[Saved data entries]
───

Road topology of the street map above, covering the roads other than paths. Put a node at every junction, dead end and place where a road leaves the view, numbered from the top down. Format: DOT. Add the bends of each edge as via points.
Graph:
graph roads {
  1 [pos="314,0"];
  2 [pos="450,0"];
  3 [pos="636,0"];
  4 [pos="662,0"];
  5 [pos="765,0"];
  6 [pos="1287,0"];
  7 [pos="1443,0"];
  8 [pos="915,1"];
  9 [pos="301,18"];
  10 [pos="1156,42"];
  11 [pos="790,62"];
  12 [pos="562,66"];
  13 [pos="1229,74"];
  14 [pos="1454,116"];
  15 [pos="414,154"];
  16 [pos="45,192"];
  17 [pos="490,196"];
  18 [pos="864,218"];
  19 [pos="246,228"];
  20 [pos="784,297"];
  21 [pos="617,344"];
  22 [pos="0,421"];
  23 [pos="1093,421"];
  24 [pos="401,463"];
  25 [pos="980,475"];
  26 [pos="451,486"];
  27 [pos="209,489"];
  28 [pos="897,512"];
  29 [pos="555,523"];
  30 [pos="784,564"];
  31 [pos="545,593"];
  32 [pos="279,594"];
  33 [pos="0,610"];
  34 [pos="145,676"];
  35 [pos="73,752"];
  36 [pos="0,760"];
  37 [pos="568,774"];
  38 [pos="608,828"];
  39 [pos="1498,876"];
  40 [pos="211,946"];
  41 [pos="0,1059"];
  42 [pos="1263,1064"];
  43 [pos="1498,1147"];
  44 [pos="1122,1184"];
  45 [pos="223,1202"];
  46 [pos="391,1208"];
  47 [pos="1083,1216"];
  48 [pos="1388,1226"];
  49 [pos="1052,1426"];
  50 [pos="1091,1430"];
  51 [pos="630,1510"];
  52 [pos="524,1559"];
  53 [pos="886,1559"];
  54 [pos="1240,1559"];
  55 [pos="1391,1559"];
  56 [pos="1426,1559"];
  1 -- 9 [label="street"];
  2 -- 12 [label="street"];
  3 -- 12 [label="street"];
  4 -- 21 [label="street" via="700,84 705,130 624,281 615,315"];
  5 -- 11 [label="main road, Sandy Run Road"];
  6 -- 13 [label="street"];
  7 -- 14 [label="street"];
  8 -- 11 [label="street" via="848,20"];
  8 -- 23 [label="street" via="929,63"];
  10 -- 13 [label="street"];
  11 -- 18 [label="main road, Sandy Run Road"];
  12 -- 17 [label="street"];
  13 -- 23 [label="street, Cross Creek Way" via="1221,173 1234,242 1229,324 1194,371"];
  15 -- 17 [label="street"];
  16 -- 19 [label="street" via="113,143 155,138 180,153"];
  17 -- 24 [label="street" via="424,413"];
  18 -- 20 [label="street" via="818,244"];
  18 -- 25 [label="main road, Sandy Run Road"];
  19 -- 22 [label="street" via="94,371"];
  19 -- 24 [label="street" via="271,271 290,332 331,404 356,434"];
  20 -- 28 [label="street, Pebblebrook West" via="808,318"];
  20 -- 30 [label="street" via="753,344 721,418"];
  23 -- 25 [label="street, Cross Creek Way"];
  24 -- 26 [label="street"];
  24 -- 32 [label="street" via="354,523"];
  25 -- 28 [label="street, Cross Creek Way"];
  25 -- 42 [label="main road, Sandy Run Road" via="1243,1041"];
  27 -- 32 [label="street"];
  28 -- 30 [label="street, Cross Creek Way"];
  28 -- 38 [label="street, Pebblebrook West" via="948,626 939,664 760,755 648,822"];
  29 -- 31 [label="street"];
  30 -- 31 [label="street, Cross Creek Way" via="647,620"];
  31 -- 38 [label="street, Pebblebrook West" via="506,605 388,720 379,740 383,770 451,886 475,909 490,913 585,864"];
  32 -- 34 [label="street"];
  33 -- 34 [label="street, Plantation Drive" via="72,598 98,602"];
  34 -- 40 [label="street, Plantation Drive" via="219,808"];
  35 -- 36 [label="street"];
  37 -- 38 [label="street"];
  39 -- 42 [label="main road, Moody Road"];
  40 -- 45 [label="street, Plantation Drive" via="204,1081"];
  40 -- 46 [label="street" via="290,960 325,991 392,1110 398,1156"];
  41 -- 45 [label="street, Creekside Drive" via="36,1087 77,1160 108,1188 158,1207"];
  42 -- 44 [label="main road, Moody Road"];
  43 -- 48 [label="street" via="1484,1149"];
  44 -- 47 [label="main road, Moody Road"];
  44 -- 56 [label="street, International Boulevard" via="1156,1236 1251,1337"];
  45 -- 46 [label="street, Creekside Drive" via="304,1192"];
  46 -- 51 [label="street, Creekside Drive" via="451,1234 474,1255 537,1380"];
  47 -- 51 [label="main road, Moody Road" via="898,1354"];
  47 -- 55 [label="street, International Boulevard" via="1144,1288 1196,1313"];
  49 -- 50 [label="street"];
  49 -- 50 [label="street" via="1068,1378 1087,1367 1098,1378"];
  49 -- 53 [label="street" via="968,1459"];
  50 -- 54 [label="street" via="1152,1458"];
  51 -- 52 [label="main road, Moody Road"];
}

───

> [Prompt]:
Set all of the data down again exactly.

> [Task answer]:
Road topology of the street map above, covering the roads other than paths. Put a node at every junction, dead end and place where a road leaves the view, numbered from the top down. Format: DOT. Add the bends of each edge as via points.
Graph:
graph roads {
  1 [pos="314,0"];
  2 [pos="450,0"];
  3 [pos="636,0"];
  4 [pos="662,0"];
  5 [pos="765,0"];
  6 [pos="1287,0"];
  7 [pos="1443,0"];
  8 [pos="915,1"];
  9 [pos="301,18"];
  10 [pos="1156,42"];
  11 [pos="790,62"];
  12 [pos="562,66"];
  13 [pos="1229,74"];
  14 [pos="1454,116"];
  15 [pos="414,154"];
  16 [pos="45,192"];
  17 [pos="490,196"];
  18 [pos="864,218"];
  19 [pos="246,228"];
  20 [pos="784,297"];
  21 [pos="617,344"];
  22 [pos="0,421"];
  23 [pos="1093,421"];
  24 [pos="401,463"];
  25 [pos="980,475"];
  26 [pos="451,486"];
  27 [pos="209,489"];
  28 [pos="897,512"];
  29 [pos="555,523"];
  30 [pos="784,564"];
  31 [pos="545,593"];
  32 [pos="279,594"];
  33 [pos="0,610"];
  34 [pos="145,676"];
  35 [pos="73,752"];
  36 [pos="0,760"];
  37 [pos="568,774"];
  38 [pos="608,828"];
  39 [pos="1498,876"];
  40 [pos="211,946"];
  41 [pos="0,1059"];
  42 [pos="1263,1064"];
  43 [pos="1498,1147"];
  44 [pos="1122,1184"];
  45 [pos="223,1202"];
  46 [pos="391,1208"];
  47 [pos="1083,1216"];
  48 [pos="1388,1226"];
  49 [pos="1052,1426"];
  50 [pos="1091,1430"];
  51 [pos="630,1510"];
  52 [pos="524,1559"];
  53 [pos="886,1559"];
  54 [pos="1240,1559"];
  55 [pos="1391,1559"];
  56 [pos="1426,1559"];
  1 -- 9 [label="street"];
  2 -- 12 [label="street"];
  3 -- 12 [label="street"];
  4 -- 21 [label="street" via="700,84 705,130 624,281 615,315"];
  5 -- 11 [label="main road, Sandy Run Road"];
  6 -- 13 [label="street"];
  7 -- 14 [label="street"];
  8 -- 11 [label="street" via="848,20"];
  8 -- 23 [label="street" via="929,63"];
  10 -- 13 [label="street"];
  11 -- 18 [label="main road, Sandy Run Road"];
  12 -- 17 [label="street"];
  13 -- 23 [label="street, Cross Creek Way" via="1221,173 1234,242 1229,324 1194,371"];
  15 -- 17 [label="street"];
  16 -- 19 [label="street" via="113,143 155,138 180,153"];
  17 -- 24 [label="street" via="424,413"];
  18 -- 20 [label="street" via="818,244"];
  18 -- 25 [label="main road, Sandy Run Road"];
  19 -- 22 [label="street" via="94,371"];
  19 -- 24 [label="street" via="271,271 290,332 331,404 356,434"];
  20 -- 28 [label="street, Pebblebrook West" via="808,318"];
  20 -- 30 [label="street" via="753,344 721,418"];
  23 -- 25 [label="street, Cross Creek Way"];
  24 -- 26 [label="street"];
  24 -- 32 [label="street" via="354,523"];
  25 -- 28 [label="street, Cross Creek Way"];
  25 -- 42 [label="main road, Sandy Run Road" via="1243,1041"];
  27 -- 32 [label="street"];
  28 -- 30 [label="street, Cross Creek Way"];
  28 -- 38 [label="street, Pebblebrook West" via="948,626 939,664 760,755 648,822"];
  29 -- 31 [label="street"];
  30 -- 31 [label="street, Cross Creek Way" via="647,620"];
  31 -- 38 [label="street, Pebblebrook West" via="506,605 388,720 379,740 383,770 451,886 475,909 490,913 585,864"];
  32 -- 34 [label="street"];
  33 -- 34 [label="street, Plantation Drive" via="72,598 98,602"];
  34 -- 40 [label="street, Plantation Drive" via="219,808"];
  35 -- 36 [label="street"];
  37 -- 38 [label="street"];
  39 -- 42 [label="main road, Moody Road"];
  40 -- 45 [label="street, Plantation Drive" via="204,1081"];
  40 -- 46 [label="street" via="290,960 325,991 392,1110 398,1156"];
  41 -- 45 [label="street, Creekside Drive" via="36,1087 77,1160 108,1188 158,1207"];
  42 -- 44 [label="main road, Moody Road"];
  43 -- 48 [label="street" via="1484,1149"];
  44 -- 47 [label="main road, Moody Road"];
  44 -- 56 [label="street, International Boulevard" via="1156,1236 1251,1337"];
  45 -- 46 [label="street, Creekside Drive" via="304,1192"];
  46 -- 51 [label="street, Creekside Drive" via="451,1234 474,1255 537,1380"];
  47 -- 51 [label="main road, Moody Road" via="898,1354"];
  47 -- 55 [label="street, International Boulevard" via="1144,1288 1196,1313"];
  49 -- 50 [label="street"];
  49 -- 50 [label="street" via="1068,1378 1087,1367 1098,1378"];
  49 -- 53 [label="street" via="968,1459"];
  50 -- 54 [label="street" via="1152,1458"];
  51 -- 52 [label="main road, Moody Road"];
}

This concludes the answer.